_To do_
In the data below, locate each line with the word "junctions" and list it.

_Dataset content_
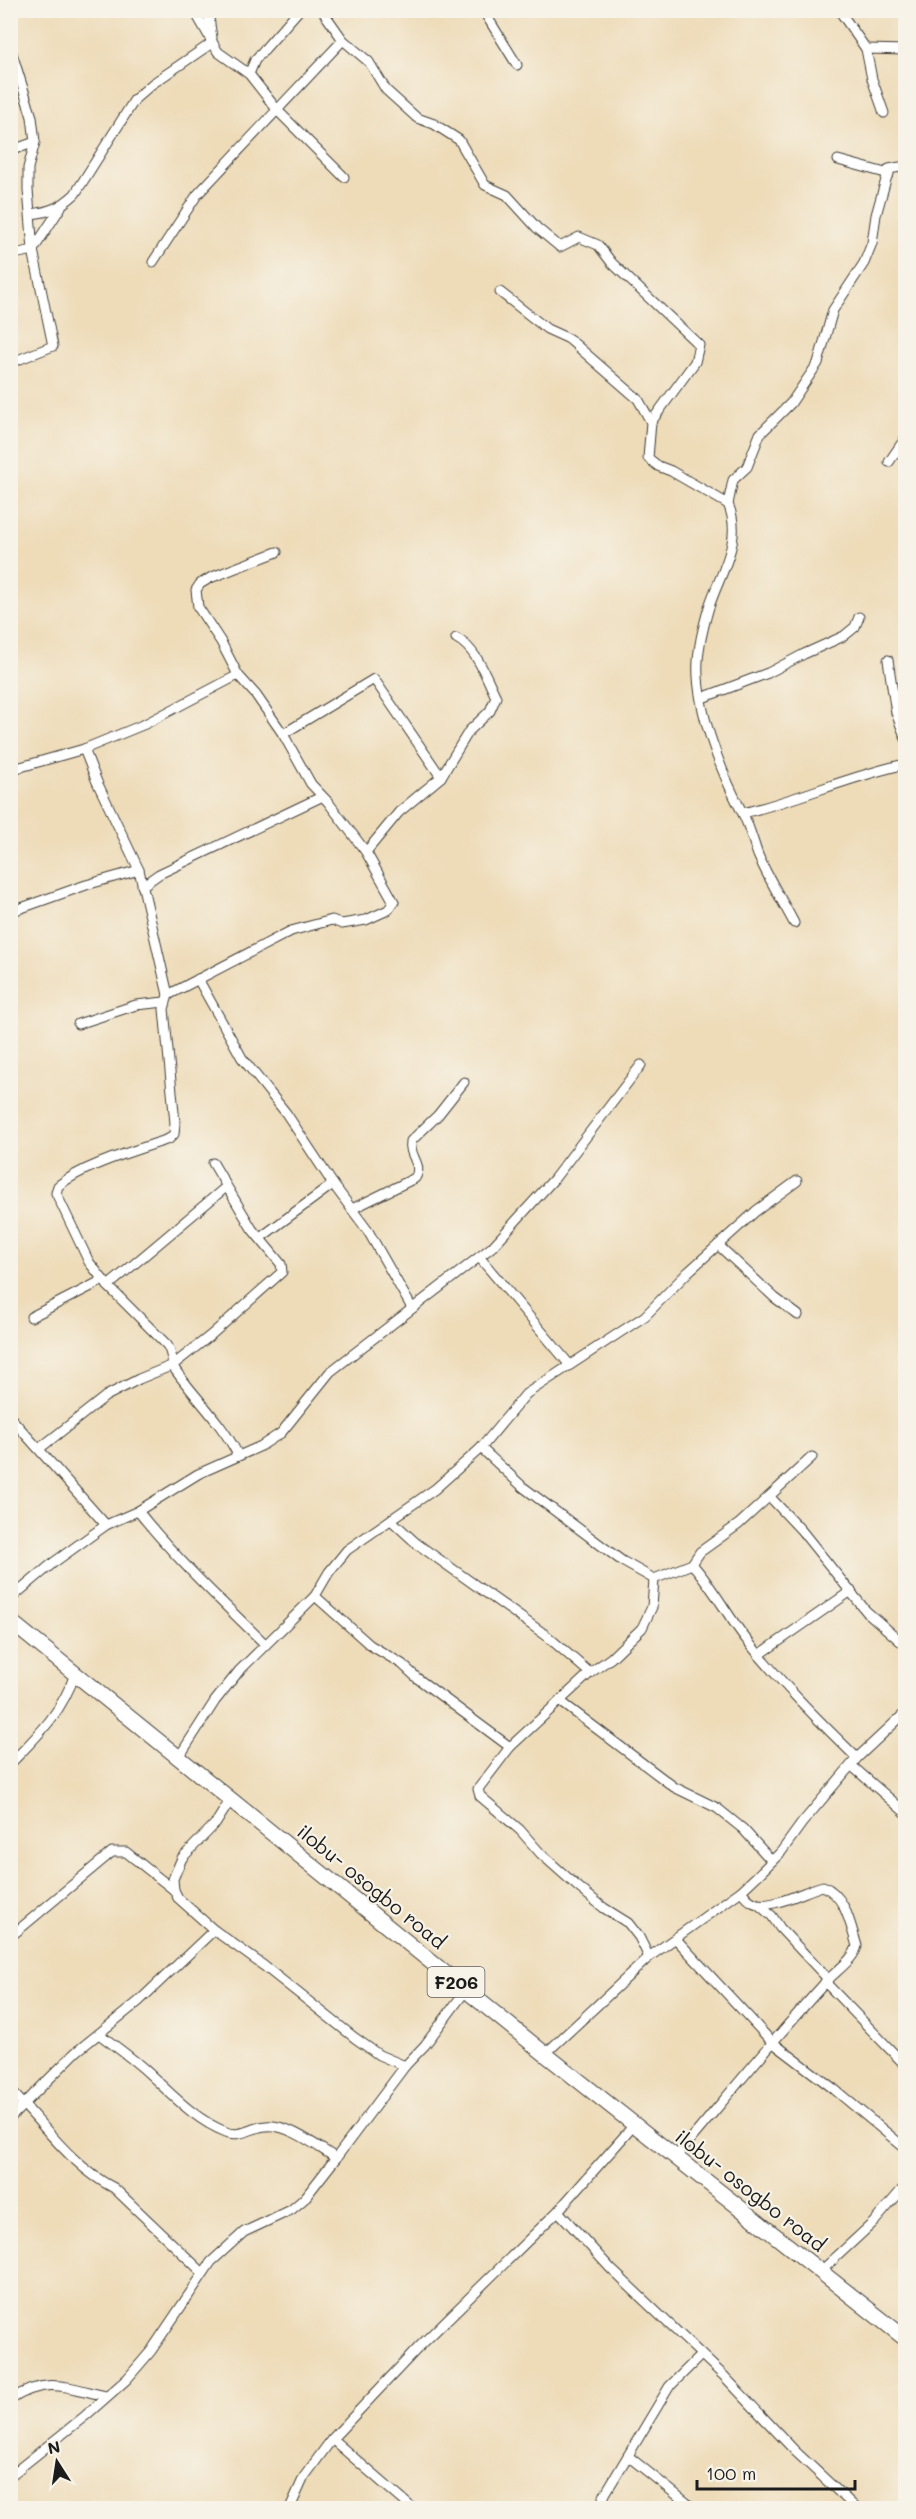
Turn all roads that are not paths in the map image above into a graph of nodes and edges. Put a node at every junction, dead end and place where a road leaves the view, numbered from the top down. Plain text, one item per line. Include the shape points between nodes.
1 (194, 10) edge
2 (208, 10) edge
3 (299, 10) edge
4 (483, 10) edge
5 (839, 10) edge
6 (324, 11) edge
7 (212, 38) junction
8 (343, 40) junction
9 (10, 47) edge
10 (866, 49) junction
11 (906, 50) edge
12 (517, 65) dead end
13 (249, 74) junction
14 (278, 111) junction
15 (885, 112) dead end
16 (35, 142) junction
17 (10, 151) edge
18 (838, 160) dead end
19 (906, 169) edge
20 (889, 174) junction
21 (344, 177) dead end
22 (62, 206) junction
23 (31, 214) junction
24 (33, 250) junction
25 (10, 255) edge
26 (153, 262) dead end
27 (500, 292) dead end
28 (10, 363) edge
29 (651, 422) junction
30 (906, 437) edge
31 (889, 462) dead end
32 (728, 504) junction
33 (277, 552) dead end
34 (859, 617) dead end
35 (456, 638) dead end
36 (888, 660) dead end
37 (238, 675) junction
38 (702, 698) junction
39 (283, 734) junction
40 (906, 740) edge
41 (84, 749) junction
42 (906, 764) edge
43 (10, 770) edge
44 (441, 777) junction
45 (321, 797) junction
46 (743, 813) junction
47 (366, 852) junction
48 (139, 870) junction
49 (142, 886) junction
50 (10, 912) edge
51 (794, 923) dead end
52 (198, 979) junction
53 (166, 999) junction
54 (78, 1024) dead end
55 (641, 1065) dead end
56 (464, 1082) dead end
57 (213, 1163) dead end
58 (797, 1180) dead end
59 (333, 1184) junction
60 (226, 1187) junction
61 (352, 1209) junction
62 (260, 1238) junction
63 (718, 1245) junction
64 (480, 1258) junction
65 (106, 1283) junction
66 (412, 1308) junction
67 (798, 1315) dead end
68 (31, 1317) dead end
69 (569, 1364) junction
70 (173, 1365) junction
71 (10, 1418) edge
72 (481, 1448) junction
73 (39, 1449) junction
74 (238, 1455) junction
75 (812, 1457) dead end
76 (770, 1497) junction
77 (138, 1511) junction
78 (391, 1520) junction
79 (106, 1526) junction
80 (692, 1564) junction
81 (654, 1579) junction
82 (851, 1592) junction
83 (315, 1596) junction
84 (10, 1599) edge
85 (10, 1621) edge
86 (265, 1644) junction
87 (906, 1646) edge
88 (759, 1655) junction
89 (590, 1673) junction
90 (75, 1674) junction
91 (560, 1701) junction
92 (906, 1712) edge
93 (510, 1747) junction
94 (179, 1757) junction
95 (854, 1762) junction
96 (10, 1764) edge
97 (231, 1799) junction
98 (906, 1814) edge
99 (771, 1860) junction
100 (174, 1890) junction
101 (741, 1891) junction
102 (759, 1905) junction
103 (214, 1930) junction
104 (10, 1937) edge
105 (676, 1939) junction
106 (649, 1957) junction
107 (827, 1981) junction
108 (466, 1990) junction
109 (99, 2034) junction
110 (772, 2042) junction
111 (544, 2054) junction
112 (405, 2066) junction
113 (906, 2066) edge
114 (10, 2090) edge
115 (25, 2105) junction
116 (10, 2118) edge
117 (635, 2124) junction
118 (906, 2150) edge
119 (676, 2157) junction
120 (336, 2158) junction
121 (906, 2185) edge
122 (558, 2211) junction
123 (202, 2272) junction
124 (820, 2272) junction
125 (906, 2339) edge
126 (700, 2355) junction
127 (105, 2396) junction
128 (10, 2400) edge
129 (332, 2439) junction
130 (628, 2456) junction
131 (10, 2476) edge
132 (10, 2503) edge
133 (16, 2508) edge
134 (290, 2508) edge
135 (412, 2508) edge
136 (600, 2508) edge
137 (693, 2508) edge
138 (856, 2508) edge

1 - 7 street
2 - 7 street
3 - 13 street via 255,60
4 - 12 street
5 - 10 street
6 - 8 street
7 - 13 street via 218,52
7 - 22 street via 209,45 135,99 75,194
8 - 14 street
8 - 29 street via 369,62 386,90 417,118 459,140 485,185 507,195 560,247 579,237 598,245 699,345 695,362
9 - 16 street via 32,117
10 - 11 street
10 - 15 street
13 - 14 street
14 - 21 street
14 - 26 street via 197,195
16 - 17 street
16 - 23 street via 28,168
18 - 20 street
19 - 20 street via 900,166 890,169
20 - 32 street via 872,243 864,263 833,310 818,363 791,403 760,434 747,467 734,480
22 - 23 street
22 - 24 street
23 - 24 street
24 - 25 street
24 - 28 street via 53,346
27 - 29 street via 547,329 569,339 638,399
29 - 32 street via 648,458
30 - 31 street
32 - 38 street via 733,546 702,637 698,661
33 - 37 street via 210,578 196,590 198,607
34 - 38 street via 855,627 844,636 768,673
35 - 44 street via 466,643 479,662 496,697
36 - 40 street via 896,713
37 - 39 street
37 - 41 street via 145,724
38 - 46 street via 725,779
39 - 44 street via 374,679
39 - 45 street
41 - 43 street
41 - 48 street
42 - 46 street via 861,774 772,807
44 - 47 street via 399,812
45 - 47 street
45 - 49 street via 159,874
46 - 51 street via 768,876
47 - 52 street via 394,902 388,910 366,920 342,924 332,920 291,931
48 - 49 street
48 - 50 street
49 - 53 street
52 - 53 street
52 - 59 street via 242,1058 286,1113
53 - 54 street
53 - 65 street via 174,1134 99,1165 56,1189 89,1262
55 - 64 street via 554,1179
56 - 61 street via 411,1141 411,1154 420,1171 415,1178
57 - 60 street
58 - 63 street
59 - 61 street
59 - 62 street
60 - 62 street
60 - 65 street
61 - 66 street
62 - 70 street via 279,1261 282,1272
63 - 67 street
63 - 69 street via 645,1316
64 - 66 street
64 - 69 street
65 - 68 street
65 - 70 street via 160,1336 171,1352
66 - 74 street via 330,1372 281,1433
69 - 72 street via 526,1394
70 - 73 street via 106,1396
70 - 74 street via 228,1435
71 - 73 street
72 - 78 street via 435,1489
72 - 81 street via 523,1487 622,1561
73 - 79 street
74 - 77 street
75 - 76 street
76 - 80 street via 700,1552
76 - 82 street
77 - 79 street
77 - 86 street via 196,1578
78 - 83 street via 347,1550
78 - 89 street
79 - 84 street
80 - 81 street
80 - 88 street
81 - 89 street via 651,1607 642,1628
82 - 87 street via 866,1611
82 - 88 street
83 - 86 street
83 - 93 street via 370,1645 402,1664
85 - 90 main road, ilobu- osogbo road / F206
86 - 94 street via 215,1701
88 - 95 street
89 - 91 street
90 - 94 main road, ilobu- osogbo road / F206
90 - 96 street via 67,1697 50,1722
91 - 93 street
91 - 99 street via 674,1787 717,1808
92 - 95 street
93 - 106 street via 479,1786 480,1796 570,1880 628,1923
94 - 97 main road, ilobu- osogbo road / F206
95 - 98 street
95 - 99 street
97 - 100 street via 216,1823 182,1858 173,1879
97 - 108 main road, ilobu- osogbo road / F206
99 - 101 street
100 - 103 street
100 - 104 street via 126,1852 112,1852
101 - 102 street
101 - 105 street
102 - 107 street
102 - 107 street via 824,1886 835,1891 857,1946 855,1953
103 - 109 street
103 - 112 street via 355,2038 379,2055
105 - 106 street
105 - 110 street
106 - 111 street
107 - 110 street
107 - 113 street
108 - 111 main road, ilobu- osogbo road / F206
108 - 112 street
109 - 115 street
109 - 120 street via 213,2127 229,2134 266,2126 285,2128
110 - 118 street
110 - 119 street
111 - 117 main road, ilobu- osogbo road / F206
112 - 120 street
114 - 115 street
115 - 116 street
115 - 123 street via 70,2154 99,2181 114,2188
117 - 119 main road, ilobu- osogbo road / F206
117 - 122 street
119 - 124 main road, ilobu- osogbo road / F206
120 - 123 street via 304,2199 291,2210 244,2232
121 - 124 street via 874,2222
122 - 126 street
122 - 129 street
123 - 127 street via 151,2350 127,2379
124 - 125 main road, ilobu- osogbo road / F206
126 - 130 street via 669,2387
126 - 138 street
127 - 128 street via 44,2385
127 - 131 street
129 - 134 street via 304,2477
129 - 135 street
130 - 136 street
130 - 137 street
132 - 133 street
---
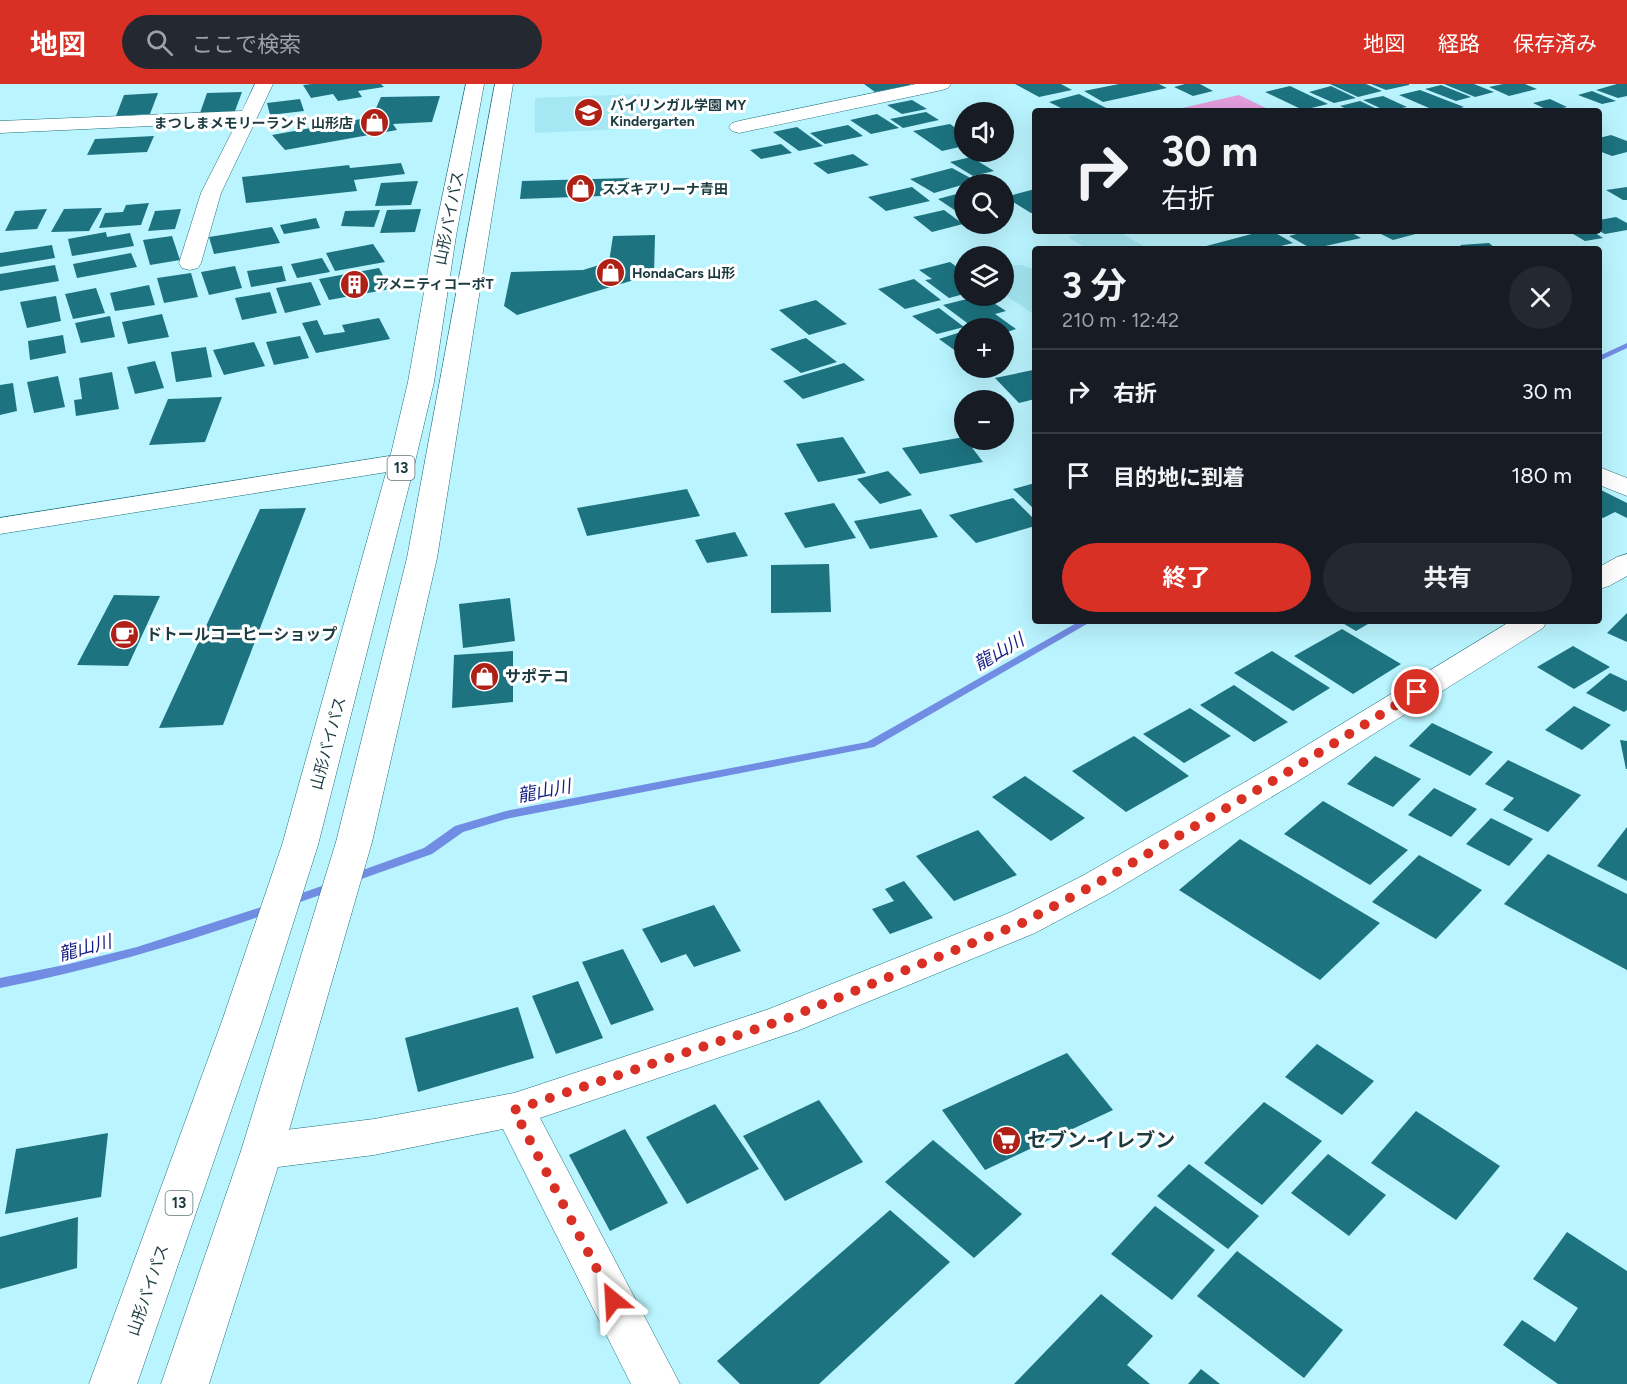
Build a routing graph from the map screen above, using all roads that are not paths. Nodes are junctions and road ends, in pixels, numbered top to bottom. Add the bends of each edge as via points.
---
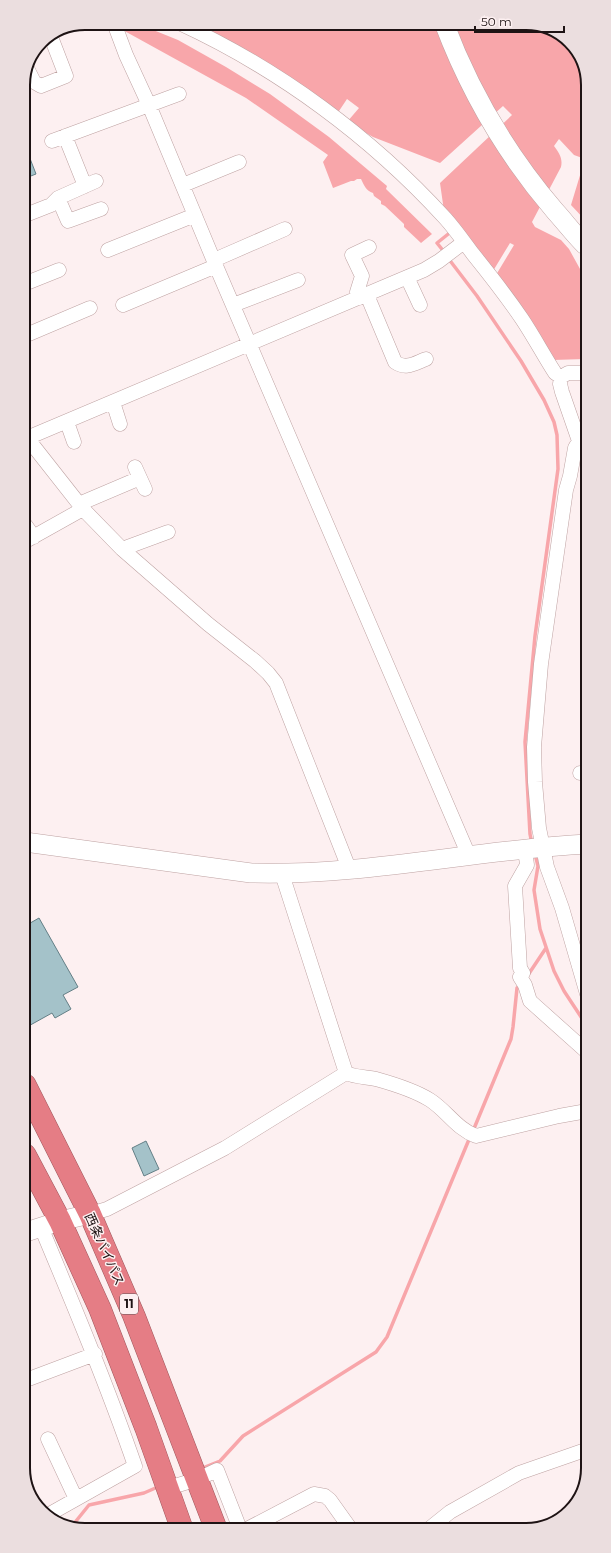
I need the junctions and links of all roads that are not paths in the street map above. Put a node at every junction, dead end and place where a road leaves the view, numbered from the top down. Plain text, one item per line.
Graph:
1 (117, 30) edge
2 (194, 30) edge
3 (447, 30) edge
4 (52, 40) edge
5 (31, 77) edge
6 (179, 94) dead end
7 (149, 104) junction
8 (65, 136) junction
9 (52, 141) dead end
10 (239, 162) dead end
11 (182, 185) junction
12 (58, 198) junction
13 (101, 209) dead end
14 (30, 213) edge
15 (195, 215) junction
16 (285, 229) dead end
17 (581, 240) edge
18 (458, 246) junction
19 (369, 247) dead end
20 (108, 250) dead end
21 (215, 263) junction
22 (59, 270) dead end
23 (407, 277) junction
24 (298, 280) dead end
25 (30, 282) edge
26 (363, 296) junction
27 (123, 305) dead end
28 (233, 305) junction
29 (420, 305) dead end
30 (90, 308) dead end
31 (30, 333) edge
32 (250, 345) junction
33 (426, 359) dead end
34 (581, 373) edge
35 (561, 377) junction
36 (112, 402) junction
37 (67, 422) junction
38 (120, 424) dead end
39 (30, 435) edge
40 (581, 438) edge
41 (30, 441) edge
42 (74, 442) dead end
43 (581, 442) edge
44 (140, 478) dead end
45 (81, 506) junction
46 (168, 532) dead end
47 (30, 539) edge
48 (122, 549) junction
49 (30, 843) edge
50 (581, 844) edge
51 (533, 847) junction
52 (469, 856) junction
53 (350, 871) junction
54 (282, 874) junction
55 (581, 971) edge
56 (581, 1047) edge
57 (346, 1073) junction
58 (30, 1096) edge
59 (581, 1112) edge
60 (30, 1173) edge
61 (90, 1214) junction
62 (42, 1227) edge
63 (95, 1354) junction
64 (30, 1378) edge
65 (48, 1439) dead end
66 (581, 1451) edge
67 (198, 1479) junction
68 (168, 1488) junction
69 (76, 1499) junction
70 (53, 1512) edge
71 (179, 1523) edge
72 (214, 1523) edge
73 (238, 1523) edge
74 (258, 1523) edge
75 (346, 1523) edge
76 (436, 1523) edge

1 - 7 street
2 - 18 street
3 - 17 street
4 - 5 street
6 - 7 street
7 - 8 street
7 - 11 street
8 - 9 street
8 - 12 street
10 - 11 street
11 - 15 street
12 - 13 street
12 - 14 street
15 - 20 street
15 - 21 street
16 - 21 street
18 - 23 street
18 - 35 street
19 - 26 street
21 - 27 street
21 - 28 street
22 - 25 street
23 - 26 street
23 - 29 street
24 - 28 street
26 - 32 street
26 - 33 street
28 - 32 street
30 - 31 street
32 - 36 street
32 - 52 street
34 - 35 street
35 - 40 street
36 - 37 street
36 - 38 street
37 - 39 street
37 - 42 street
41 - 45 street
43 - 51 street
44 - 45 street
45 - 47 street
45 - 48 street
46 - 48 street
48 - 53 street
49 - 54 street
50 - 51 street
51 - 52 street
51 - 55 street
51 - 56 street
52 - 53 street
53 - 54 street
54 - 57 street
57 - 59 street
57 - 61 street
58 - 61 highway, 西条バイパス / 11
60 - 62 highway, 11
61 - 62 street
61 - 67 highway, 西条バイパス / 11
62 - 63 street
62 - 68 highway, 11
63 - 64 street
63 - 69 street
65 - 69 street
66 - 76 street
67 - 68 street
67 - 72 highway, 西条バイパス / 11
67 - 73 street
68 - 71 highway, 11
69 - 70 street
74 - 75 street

_Solution to the problem_
Build a routing graph from the map screen above, using all roads that are not paths. Nodes are junctions and road ends, in pixels, numbered top to bottom. Add the bends of each edge as via points.
I need the junctions and links of all roads that are not paths in the street map above. Put a node at every junction, dead end and place where a road leaves the view, numbered from the top down. Plain text, one item per line.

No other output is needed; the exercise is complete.